To do:
Give back the entries verbatim.
########################################
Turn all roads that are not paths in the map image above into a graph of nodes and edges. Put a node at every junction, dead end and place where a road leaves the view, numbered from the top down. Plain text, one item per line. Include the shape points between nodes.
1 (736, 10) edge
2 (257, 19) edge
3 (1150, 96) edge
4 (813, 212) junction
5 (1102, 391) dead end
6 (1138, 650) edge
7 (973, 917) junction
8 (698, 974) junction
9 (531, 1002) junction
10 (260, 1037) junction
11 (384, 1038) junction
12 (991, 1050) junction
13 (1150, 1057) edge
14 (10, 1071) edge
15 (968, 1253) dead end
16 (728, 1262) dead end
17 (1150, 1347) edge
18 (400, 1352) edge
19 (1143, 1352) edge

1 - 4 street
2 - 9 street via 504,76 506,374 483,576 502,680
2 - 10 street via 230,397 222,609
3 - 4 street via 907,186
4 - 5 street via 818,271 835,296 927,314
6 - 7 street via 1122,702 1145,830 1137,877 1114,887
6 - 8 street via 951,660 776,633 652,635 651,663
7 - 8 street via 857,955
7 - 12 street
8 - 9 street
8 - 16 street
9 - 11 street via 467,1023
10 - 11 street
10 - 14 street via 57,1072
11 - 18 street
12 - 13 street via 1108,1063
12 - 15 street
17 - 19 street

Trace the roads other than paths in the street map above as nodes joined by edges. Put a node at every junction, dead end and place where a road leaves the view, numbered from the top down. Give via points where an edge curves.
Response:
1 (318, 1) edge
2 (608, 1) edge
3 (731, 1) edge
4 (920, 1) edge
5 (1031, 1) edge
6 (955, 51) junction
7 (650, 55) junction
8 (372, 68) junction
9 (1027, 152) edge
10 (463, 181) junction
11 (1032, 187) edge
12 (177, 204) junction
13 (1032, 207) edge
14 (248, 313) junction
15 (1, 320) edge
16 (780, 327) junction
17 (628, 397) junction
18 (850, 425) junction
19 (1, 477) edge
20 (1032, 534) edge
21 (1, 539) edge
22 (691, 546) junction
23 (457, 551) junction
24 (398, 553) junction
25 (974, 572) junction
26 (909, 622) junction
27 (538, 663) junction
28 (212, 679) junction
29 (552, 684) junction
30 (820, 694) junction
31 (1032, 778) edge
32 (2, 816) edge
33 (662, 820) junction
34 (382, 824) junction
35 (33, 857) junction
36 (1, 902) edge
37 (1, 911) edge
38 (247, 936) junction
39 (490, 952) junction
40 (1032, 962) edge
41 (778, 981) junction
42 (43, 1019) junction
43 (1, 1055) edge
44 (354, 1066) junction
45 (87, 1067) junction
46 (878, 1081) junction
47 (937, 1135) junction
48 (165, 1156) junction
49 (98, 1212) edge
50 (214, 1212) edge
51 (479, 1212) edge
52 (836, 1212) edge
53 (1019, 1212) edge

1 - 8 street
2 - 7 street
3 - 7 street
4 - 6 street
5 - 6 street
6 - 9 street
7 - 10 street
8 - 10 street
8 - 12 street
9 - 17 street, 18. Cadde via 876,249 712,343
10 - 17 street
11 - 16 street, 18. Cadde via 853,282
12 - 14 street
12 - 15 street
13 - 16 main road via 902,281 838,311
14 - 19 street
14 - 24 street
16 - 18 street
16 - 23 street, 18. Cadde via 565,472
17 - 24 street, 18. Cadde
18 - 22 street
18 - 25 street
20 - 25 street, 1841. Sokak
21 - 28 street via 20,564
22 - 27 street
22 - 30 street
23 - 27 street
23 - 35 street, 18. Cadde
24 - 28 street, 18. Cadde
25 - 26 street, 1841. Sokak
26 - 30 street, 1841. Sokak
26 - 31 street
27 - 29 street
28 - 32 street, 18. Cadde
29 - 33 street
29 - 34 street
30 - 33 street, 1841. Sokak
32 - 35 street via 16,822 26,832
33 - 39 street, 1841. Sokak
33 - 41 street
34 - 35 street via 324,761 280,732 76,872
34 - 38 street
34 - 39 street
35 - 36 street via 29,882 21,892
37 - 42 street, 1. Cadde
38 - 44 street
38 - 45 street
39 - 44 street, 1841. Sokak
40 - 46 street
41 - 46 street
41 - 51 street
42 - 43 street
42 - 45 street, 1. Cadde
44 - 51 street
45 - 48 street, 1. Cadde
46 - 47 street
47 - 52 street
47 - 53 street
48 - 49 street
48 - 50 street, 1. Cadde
########################################
Answer to this problem:
Turn all roads that are not paths in the map image above into a graph of nodes and edges. Put a node at every junction, dead end and place where a road leaves the view, numbered from the top down. Plain text, one item per line. Include the shape points between nodes.
1 (736, 10) edge
2 (257, 19) edge
3 (1150, 96) edge
4 (813, 212) junction
5 (1102, 391) dead end
6 (1138, 650) edge
7 (973, 917) junction
8 (698, 974) junction
9 (531, 1002) junction
10 (260, 1037) junction
11 (384, 1038) junction
12 (991, 1050) junction
13 (1150, 1057) edge
14 (10, 1071) edge
15 (968, 1253) dead end
16 (728, 1262) dead end
17 (1150, 1347) edge
18 (400, 1352) edge
19 (1143, 1352) edge

1 - 4 street
2 - 9 street via 504,76 506,374 483,576 502,680
2 - 10 street via 230,397 222,609
3 - 4 street via 907,186
4 - 5 street via 818,271 835,296 927,314
6 - 7 street via 1122,702 1145,830 1137,877 1114,887
6 - 8 street via 951,660 776,633 652,635 651,663
7 - 8 street via 857,955
7 - 12 street
8 - 9 street
8 - 16 street
9 - 11 street via 467,1023
10 - 11 street
10 - 14 street via 57,1072
11 - 18 street
12 - 13 street via 1108,1063
12 - 15 street
17 - 19 street

Trace the roads other than paths in the street map above as nodes joined by edges. Put a node at every junction, dead end and place where a road leaves the view, numbered from the top down. Give via points where an edge curves.
Response:
1 (318, 1) edge
2 (608, 1) edge
3 (731, 1) edge
4 (920, 1) edge
5 (1031, 1) edge
6 (955, 51) junction
7 (650, 55) junction
8 (372, 68) junction
9 (1027, 152) edge
10 (463, 181) junction
11 (1032, 187) edge
12 (177, 204) junction
13 (1032, 207) edge
14 (248, 313) junction
15 (1, 320) edge
16 (780, 327) junction
17 (628, 397) junction
18 (850, 425) junction
19 (1, 477) edge
20 (1032, 534) edge
21 (1, 539) edge
22 (691, 546) junction
23 (457, 551) junction
24 (398, 553) junction
25 (974, 572) junction
26 (909, 622) junction
27 (538, 663) junction
28 (212, 679) junction
29 (552, 684) junction
30 (820, 694) junction
31 (1032, 778) edge
32 (2, 816) edge
33 (662, 820) junction
34 (382, 824) junction
35 (33, 857) junction
36 (1, 902) edge
37 (1, 911) edge
38 (247, 936) junction
39 (490, 952) junction
40 (1032, 962) edge
41 (778, 981) junction
42 (43, 1019) junction
43 (1, 1055) edge
44 (354, 1066) junction
45 (87, 1067) junction
46 (878, 1081) junction
47 (937, 1135) junction
48 (165, 1156) junction
49 (98, 1212) edge
50 (214, 1212) edge
51 (479, 1212) edge
52 (836, 1212) edge
53 (1019, 1212) edge

1 - 8 street
2 - 7 street
3 - 7 street
4 - 6 street
5 - 6 street
6 - 9 street
7 - 10 street
8 - 10 street
8 - 12 street
9 - 17 street, 18. Cadde via 876,249 712,343
10 - 17 street
11 - 16 street, 18. Cadde via 853,282
12 - 14 street
12 - 15 street
13 - 16 main road via 902,281 838,311
14 - 19 street
14 - 24 street
16 - 18 street
16 - 23 street, 18. Cadde via 565,472
17 - 24 street, 18. Cadde
18 - 22 street
18 - 25 street
20 - 25 street, 1841. Sokak
21 - 28 street via 20,564
22 - 27 street
22 - 30 street
23 - 27 street
23 - 35 street, 18. Cadde
24 - 28 street, 18. Cadde
25 - 26 street, 1841. Sokak
26 - 30 street, 1841. Sokak
26 - 31 street
27 - 29 street
28 - 32 street, 18. Cadde
29 - 33 street
29 - 34 street
30 - 33 street, 1841. Sokak
32 - 35 street via 16,822 26,832
33 - 39 street, 1841. Sokak
33 - 41 street
34 - 35 street via 324,761 280,732 76,872
34 - 38 street
34 - 39 street
35 - 36 street via 29,882 21,892
37 - 42 street, 1. Cadde
38 - 44 street
38 - 45 street
39 - 44 street, 1841. Sokak
40 - 46 street
41 - 46 street
41 - 51 street
42 - 43 street
42 - 45 street, 1. Cadde
44 - 51 street
45 - 48 street, 1. Cadde
46 - 47 street
47 - 52 street
47 - 53 street
48 - 49 street
48 - 50 street, 1. Cadde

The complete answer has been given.